Trump’ın tehdit mesajları sadece Rusya lideriyle sınırlı kalmadı. Ses kayıtlarında eski başkanın, Çin Devlet Başkanı Şi Cinping’e de Tayvan konusunda benzer bir çıkış yaptığını itiraf ettiği duyuldu. Trump, “Tayvan’a saldırırsan Pekin’i bombalarız dedim. O beni deli zannetti. Ama sorun çıkmadı.” sözleriyle Çin yönetimine verdiği gözdağını açıkladı.
“Biden Olsaydı Savaş Çıkardı” İddiası
Trump, toplantıda kendisinin yerine Joe Biden’ın görevde olması halinde Ukrayna ve Gazze’deki savaşların çoktan patlak vereceğini de ileri sürdü. Bu iddialı açıklamasıyla katılımcılara liderlik farkını anlatmaya çalışan Trump, kendi dönemindeki “caydırıcılık” politikasının barış ortamını sağladığını savundu.
Protestocuları Sınır Dışı Sözü
Ses kayıtlarının dikkat çeken bir diğer kısmı ise Trump’ın ABD’deki Filistin yanlısı üniversite protestolarına dair sözleri oldu. Trump, bu gösterilerin önünü kesmek için radikal bir çözüm önerdi: “Protestolara katılan öğrencileri ülkeden atardım.” Eski başkanın bu çıkışı, ifade özgürlüğü tartışmalarını da yeniden alevlendirecek nitelikte.
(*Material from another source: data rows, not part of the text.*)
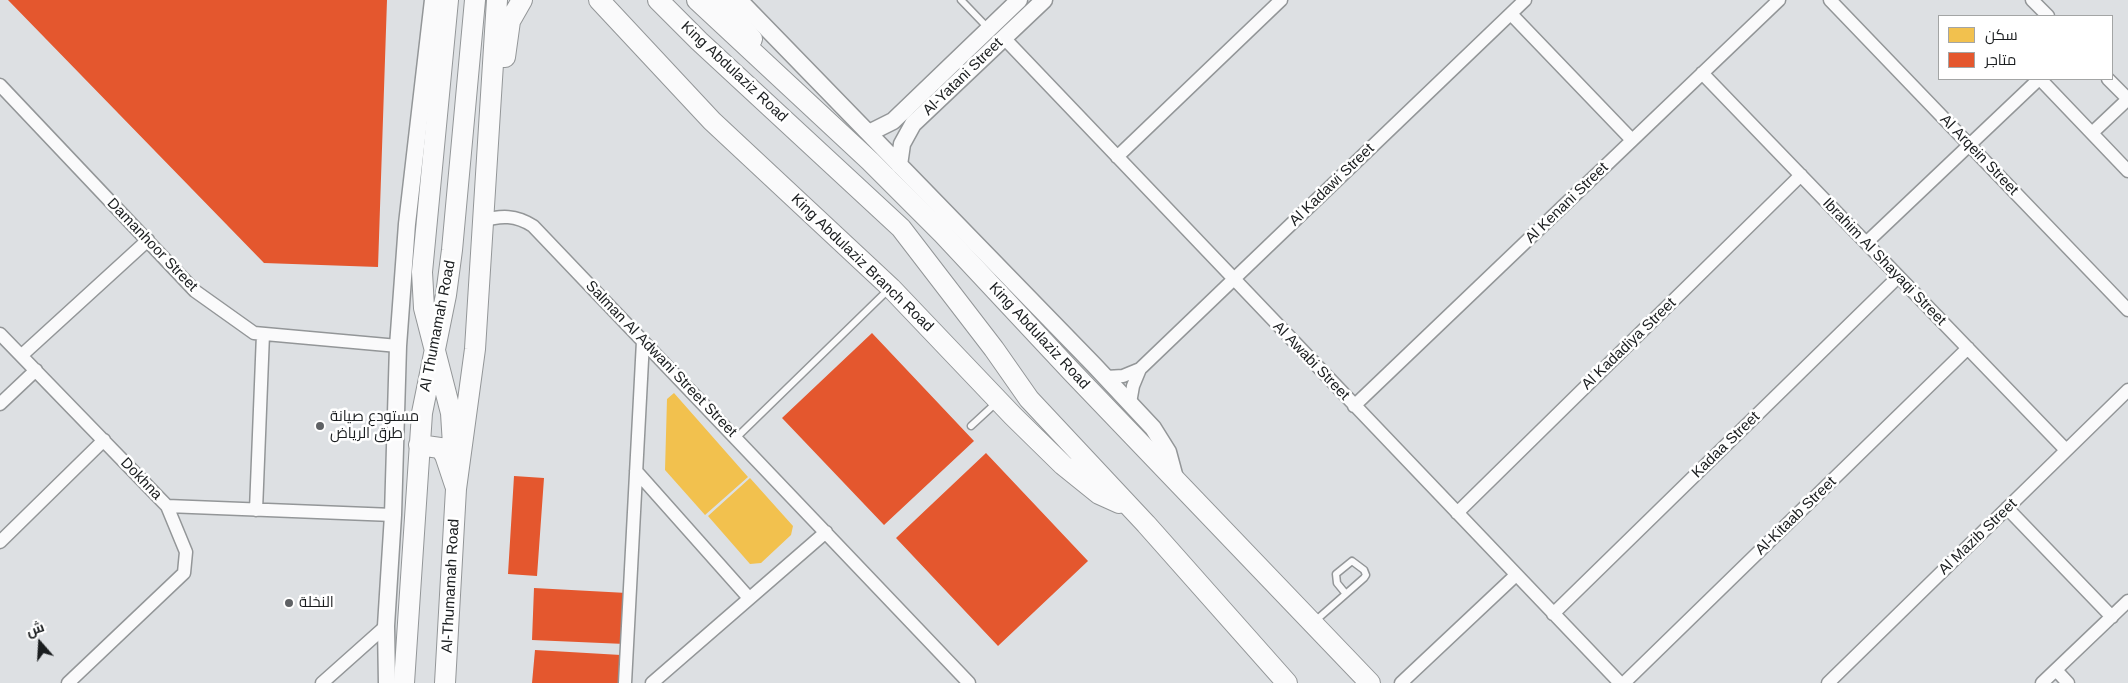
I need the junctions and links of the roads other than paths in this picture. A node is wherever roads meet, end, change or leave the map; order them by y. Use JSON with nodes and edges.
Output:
{"nodes":[{"id":1,"x":433,"y":0,"type":"edge"},
{"id":2,"x":448,"y":0,"type":"edge"},
{"id":3,"x":475,"y":0,"type":"edge"},
{"id":4,"x":497,"y":0,"type":"edge"},
{"id":5,"x":522,"y":0,"type":"edge"},
{"id":6,"x":658,"y":0,"type":"edge"},
{"id":7,"x":697,"y":0,"type":"edge"},
{"id":8,"x":720,"y":0,"type":"edge"},
{"id":9,"x":738,"y":0,"type":"edge"},
{"id":10,"x":961,"y":0,"type":"edge"},
{"id":11,"x":1019,"y":0,"type":"edge"},
{"id":12,"x":1044,"y":0,"type":"edge"},
{"id":13,"x":1281,"y":0,"type":"edge"},
{"id":14,"x":1525,"y":0,"type":"edge"},
{"id":15,"x":1779,"y":0,"type":"edge"},
{"id":16,"x":1830,"y":0,"type":"edge"},
{"id":17,"x":2032,"y":0,"type":"edge"},
{"id":18,"x":601,"y":3,"type":"edge"},
{"id":19,"x":1511,"y":14,"type":"junction"},
{"id":20,"x":2047,"y":15,"type":"edge"},
{"id":21,"x":989,"y":29,"type":"junction"},
{"id":22,"x":1004,"y":38,"type":"junction"},
{"id":23,"x":771,"y":71,"type":"junction"},
{"id":24,"x":1702,"y":73,"type":"junction"},
{"id":25,"x":2038,"y":80,"type":"edge"},
{"id":26,"x":2040,"y":80,"type":"edge"},
{"id":27,"x":2109,"y":80,"type":"edge"},
{"id":28,"x":0,"y":85,"type":"edge"},
{"id":29,"x":2128,"y":99,"type":"edge"},
{"id":30,"x":489,"y":104,"type":"junction"},
{"id":31,"x":868,"y":133,"type":"junction"},
{"id":32,"x":2092,"y":133,"type":"junction"},
{"id":33,"x":1632,"y":140,"type":"junction"},
{"id":34,"x":1969,"y":145,"type":"junction"},
{"id":35,"x":1117,"y":158,"type":"junction"},
{"id":36,"x":900,"y":165,"type":"junction"},
{"id":37,"x":2128,"y":171,"type":"edge"},
{"id":38,"x":1801,"y":176,"type":"junction"},
{"id":39,"x":482,"y":221,"type":"junction"},
{"id":40,"x":148,"y":240,"type":"junction"},
{"id":41,"x":1866,"y":243,"type":"junction"},
{"id":42,"x":1898,"y":277,"type":"junction"},
{"id":43,"x":1234,"y":279,"type":"junction"},
{"id":44,"x":891,"y":288,"type":"junction"},
{"id":45,"x":2128,"y":310,"type":"edge"},
{"id":46,"x":0,"y":334,"type":"edge"},
{"id":47,"x":263,"y":334,"type":"junction"},
{"id":48,"x":643,"y":341,"type":"junction"},
{"id":49,"x":398,"y":346,"type":"junction"},
{"id":50,"x":1968,"y":348,"type":"junction"},
{"id":51,"x":435,"y":351,"type":"junction"},
{"id":52,"x":22,"y":355,"type":"junction"},
{"id":53,"x":1140,"y":369,"type":"junction"},
{"id":54,"x":36,"y":370,"type":"junction"},
{"id":55,"x":1106,"y":378,"type":"junction"},
{"id":56,"x":2128,"y":390,"type":"edge"},
{"id":57,"x":998,"y":401,"type":"junction"},
{"id":58,"x":1130,"y":403,"type":"junction"},
{"id":59,"x":0,"y":404,"type":"edge"},
{"id":60,"x":1354,"y":406,"type":"junction"},
{"id":61,"x":971,"y":426,"type":"dead end"},
{"id":62,"x":736,"y":438,"type":"junction"},
{"id":63,"x":104,"y":440,"type":"junction"},
{"id":64,"x":419,"y":445,"type":"junction"},
{"id":65,"x":2066,"y":450,"type":"junction"},
{"id":66,"x":636,"y":471,"type":"junction"},
{"id":67,"x":1176,"y":478,"type":"junction"},
{"id":68,"x":456,"y":489,"type":"junction"},
{"id":69,"x":167,"y":506,"type":"junction"},
{"id":70,"x":1130,"y":507,"type":"junction"},
{"id":71,"x":2007,"y":508,"type":"junction"},
{"id":72,"x":256,"y":510,"type":"junction"},
{"id":73,"x":1456,"y":513,"type":"junction"},
{"id":74,"x":393,"y":515,"type":"junction"},
{"id":75,"x":826,"y":532,"type":"junction"},
{"id":76,"x":0,"y":542,"type":"edge"},
{"id":77,"x":1516,"y":575,"type":"junction"},
{"id":78,"x":1346,"y":594,"type":"junction"},
{"id":79,"x":749,"y":598,"type":"junction"},
{"id":80,"x":2128,"y":601,"type":"edge"},
{"id":81,"x":1553,"y":614,"type":"junction"},
{"id":82,"x":2112,"y":617,"type":"junction"},
{"id":83,"x":1313,"y":622,"type":"junction"},
{"id":84,"x":386,"y":626,"type":"junction"},
{"id":85,"x":2056,"y":670,"type":"junction"},
{"id":86,"x":1282,"y":681,"type":"edge"},
{"id":87,"x":68,"y":683,"type":"edge"},
{"id":88,"x":322,"y":683,"type":"edge"},
{"id":89,"x":386,"y":683,"type":"edge"},
{"id":90,"x":404,"y":683,"type":"edge"},
{"id":91,"x":446,"y":683,"type":"edge"},
{"id":92,"x":625,"y":683,"type":"edge"},
{"id":93,"x":652,"y":683,"type":"edge"},
{"id":94,"x":969,"y":683,"type":"edge"},
{"id":95,"x":1370,"y":683,"type":"edge"},
{"id":96,"x":1401,"y":683,"type":"edge"},
{"id":97,"x":1620,"y":683,"type":"edge"},
{"id":98,"x":1624,"y":683,"type":"edge"},
{"id":99,"x":1828,"y":683,"type":"edge"},
{"id":100,"x":2042,"y":683,"type":"edge"},
{"id":101,"x":2068,"y":683,"type":"edge"}],
"edges":[{"from":1,"to":49,"type":"street"},
{"from":2,"to":51,"type":"main road"},
{"from":3,"to":51,"type":"main road","name":"Al Thumamah Road"},
{"from":4,"to":30,"type":"main road","name":"Al Thumamah Road"},
{"from":5,"to":30,"type":"main road"},
{"from":6,"to":70,"type":"main road","name":"King Abdulaziz Road"},
{"from":7,"to":23,"type":"main road","name":"King Abdulaziz Road"},
{"from":8,"to":23,"type":"main road"},
{"from":9,"to":31,"type":"street"},
{"from":10,"to":21,"type":"lane"},
{"from":11,"to":21,"type":"street","name":"Al-Yatani Street"},
{"from":12,"to":22,"type":"street","name":"Al-Yatani Street"},
{"from":13,"to":35,"type":"street"},
{"from":14,"to":19,"type":"street","name":"Al Kadawi Street"},
{"from":15,"to":24,"type":"street","name":"Al Kenani Street"},
{"from":16,"to":34,"type":"street","name":"Al Arqein Street"},
{"from":17,"to":20,"type":"street"},
{"from":18,"to":44,"type":"main road","name":"King Abdulaziz Branch Road"},
{"from":19,"to":33,"type":"street"},
{"from":19,"to":43,"type":"street","name":"Al Kadawi Street"},
{"from":21,"to":31,"type":"street","name":"Al-Yatani Street"},
{"from":22,"to":35,"type":"street","name":"Al Awabi Street"},
{"from":22,"to":36,"type":"street","name":"Al-Yatani Street"},
{"from":23,"to":67,"type":"main road","name":"King Abdulaziz Road"},
{"from":24,"to":33,"type":"street","name":"Al Kenani Street"},
{"from":24,"to":38,"type":"street","name":"Ibrahim Al Shayaqi Street"},
{"from":25,"to":34,"type":"street"},
{"from":26,"to":32,"type":"street"},
{"from":27,"to":29,"type":"street"},
{"from":28,"to":40,"type":"street","name":"Damanhoor Street"},
{"from":29,"to":32,"type":"street"},
{"from":30,"to":39,"type":"main road","name":"Al Thumamah Road"},
{"from":31,"to":36,"type":"street"},
{"from":32,"to":37,"type":"street"},
{"from":33,"to":60,"type":"street","name":"Al Kenani Street"},
{"from":34,"to":41,"type":"street"},
{"from":34,"to":45,"type":"street","name":"Al Arqein Street"},
{"from":35,"to":43,"type":"street","name":"Al Awabi Street"},
{"from":36,"to":55,"type":"street"},
{"from":38,"to":41,"type":"street","name":"Ibrahim Al Shayaqi Street"},
{"from":38,"to":73,"type":"street","name":"Al Kadadiya Street"},
{"from":39,"to":48,"type":"street","name":"Salman Al Adwani Street Street"},
{"from":39,"to":68,"type":"main road","name":"Al Thumamah Road"},
{"from":40,"to":47,"type":"street","name":"Damanhoor Street"},
{"from":40,"to":52,"type":"street"},
{"from":41,"to":42,"type":"street","name":"Ibrahim Al Shayaqi Street"},
{"from":42,"to":50,"type":"street","name":"Ibrahim Al Shayaqi Street"},
{"from":42,"to":81,"type":"street","name":"Kadaa Street"},
{"from":43,"to":53,"type":"street","name":"Al Kadawi Street"},
{"from":43,"to":60,"type":"street","name":"Al Awabi Street"},
{"from":44,"to":57,"type":"main road","name":"King Abdulaziz Branch Road"},
{"from":44,"to":62,"type":"lane"},
{"from":46,"to":52,"type":"street","name":"Dokhna"},
{"from":47,"to":49,"type":"street","name":"Damanhoor Street"},
{"from":47,"to":72,"type":"street"},
{"from":48,"to":62,"type":"street","name":"Salman Al Adwani Street Street"},
{"from":48,"to":66,"type":"street"},
{"from":49,"to":74,"type":"street"},
{"from":50,"to":65,"type":"street","name":"Ibrahim Al Shayaqi Street"},
{"from":50,"to":98,"type":"street","name":"Al-Kitaab Street"},
{"from":51,"to":64,"type":"main road","name":"Al Thumamah Road"},
{"from":51,"to":68,"type":"main road"},
{"from":52,"to":54,"type":"street","name":"Dokhna"},
{"from":53,"to":55,"type":"street","name":"Al Kadawi Street"},
{"from":53,"to":58,"type":"street","name":"Al Kadawi Street"},
{"from":54,"to":59,"type":"street"},
{"from":54,"to":63,"type":"street","name":"Dokhna"},
{"from":55,"to":58,"type":"street"},
{"from":56,"to":65,"type":"street","name":"Al Mazib Street"},
{"from":57,"to":61,"type":"lane"},
{"from":57,"to":70,"type":"main road","name":"King Abdulaziz Branch Road"},
{"from":58,"to":67,"type":"street"},
{"from":60,"to":73,"type":"street","name":"Al Awabi Street"},
{"from":62,"to":75,"type":"street","name":"Salman Al Adwani Street Street"},
{"from":63,"to":69,"type":"street","name":"Dokhna"},
{"from":63,"to":76,"type":"street"},
{"from":64,"to":68,"type":"main road"},
{"from":64,"to":90,"type":"main road","name":"Al Thumamah Road"},
{"from":65,"to":71,"type":"street","name":"Al Mazib Street"},
{"from":66,"to":79,"type":"street"},
{"from":66,"to":92,"type":"street"},
{"from":67,"to":83,"type":"main road","name":"King Abdulaziz Road"},
{"from":68,"to":91,"type":"main road","name":"Al-Thumamah Road"},
{"from":69,"to":72,"type":"street","name":"Dokhna"},
{"from":69,"to":87,"type":"street"},
{"from":70,"to":86,"type":"main road","name":"King Abdulaziz Road"},
{"from":71,"to":82,"type":"street"},
{"from":71,"to":99,"type":"street","name":"Al Mazib Street"},
{"from":72,"to":74,"type":"street","name":"Dokhna"},
{"from":73,"to":77,"type":"street","name":"Al Awabi Street"},
{"from":74,"to":84,"type":"street"},
{"from":75,"to":79,"type":"street"},
{"from":75,"to":94,"type":"street","name":"Salman Al Adwani Street Street"},
{"from":77,"to":81,"type":"street","name":"Al Awabi Street"},
{"from":77,"to":96,"type":"street"},
{"from":78,"to":78,"type":"lane"},
{"from":78,"to":83,"type":"lane"},
{"from":79,"to":93,"type":"street"},
{"from":80,"to":82,"type":"street"},
{"from":81,"to":97,"type":"street","name":"Al Awabi Street"},
{"from":82,"to":85,"type":"street"},
{"from":83,"to":95,"type":"main road","name":"King Abdulaziz Road"},
{"from":84,"to":88,"type":"street"},
{"from":84,"to":89,"type":"street"},
{"from":85,"to":100,"type":"street"},
{"from":85,"to":101,"type":"street"}]}
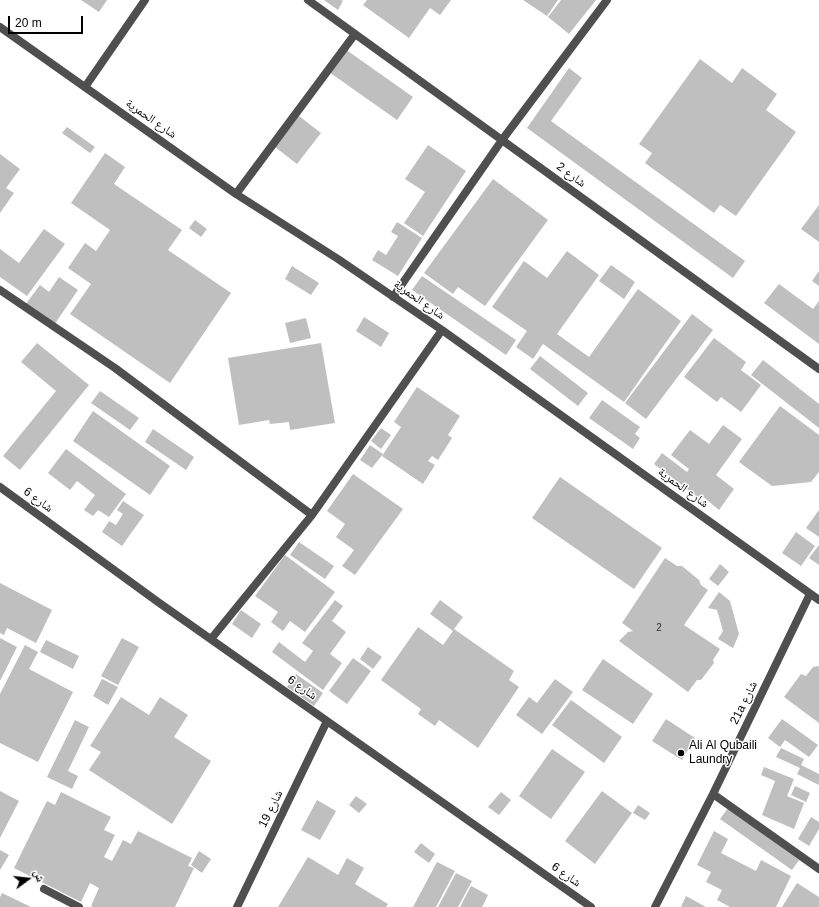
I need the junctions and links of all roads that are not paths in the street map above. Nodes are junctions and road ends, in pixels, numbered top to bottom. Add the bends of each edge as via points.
1 (145, 0) edge
2 (308, 0) edge
3 (607, 0) edge
4 (0, 27) edge
5 (355, 34) junction
6 (85, 87) junction
7 (502, 140) junction
8 (236, 194) junction
9 (0, 290) edge
10 (393, 296) junction
11 (442, 330) junction
12 (819, 369) edge
13 (0, 488) edge
14 (312, 515) junction
15 (810, 594) junction
16 (819, 600) edge
17 (211, 639) junction
18 (327, 721) junction
19 (713, 794) junction
20 (819, 869) edge
21 (44, 889) dead end
22 (79, 907) edge
23 (237, 907) edge
24 (591, 907) edge
25 (655, 907) edge

1 - 6 street
2 - 5 street, شارع 2
3 - 7 street
4 - 6 street, شارع الحمرية
5 - 7 street, شارع 2
5 - 8 street
6 - 8 street, شارع الحمرية
7 - 10 street
7 - 12 street, شارع 2
8 - 10 street, شارع الحمرية
9 - 14 street via 115,368
10 - 11 street, شارع الحمرية
11 - 14 street
11 - 15 street, شارع الحمرية
13 - 17 street, شارع 6
14 - 17 street
15 - 16 street, شارع الحمرية
15 - 19 street, 21a شارع
17 - 18 street, شارع 6
18 - 23 street, شارع 19
18 - 24 street, شارع 6
19 - 20 street
19 - 25 street, 21a شارع
21 - 22 street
Kulisler Karıştı, Dünya Basını Takipte
Trump’ın bağış etkinliklerinde yaptığı bu sansasyonel açıklamaların sızması, hem ABD’de hem de dünya basınında geniş yankı buldu. Seçim kampanyasında agresif söylemlerle öne çıkan Trump’ın, dış politikada verdiği bu tehdit mesajları özellikle Moskova ve Pekin yönetimleri tarafından nasıl karşılanacak merak konusu.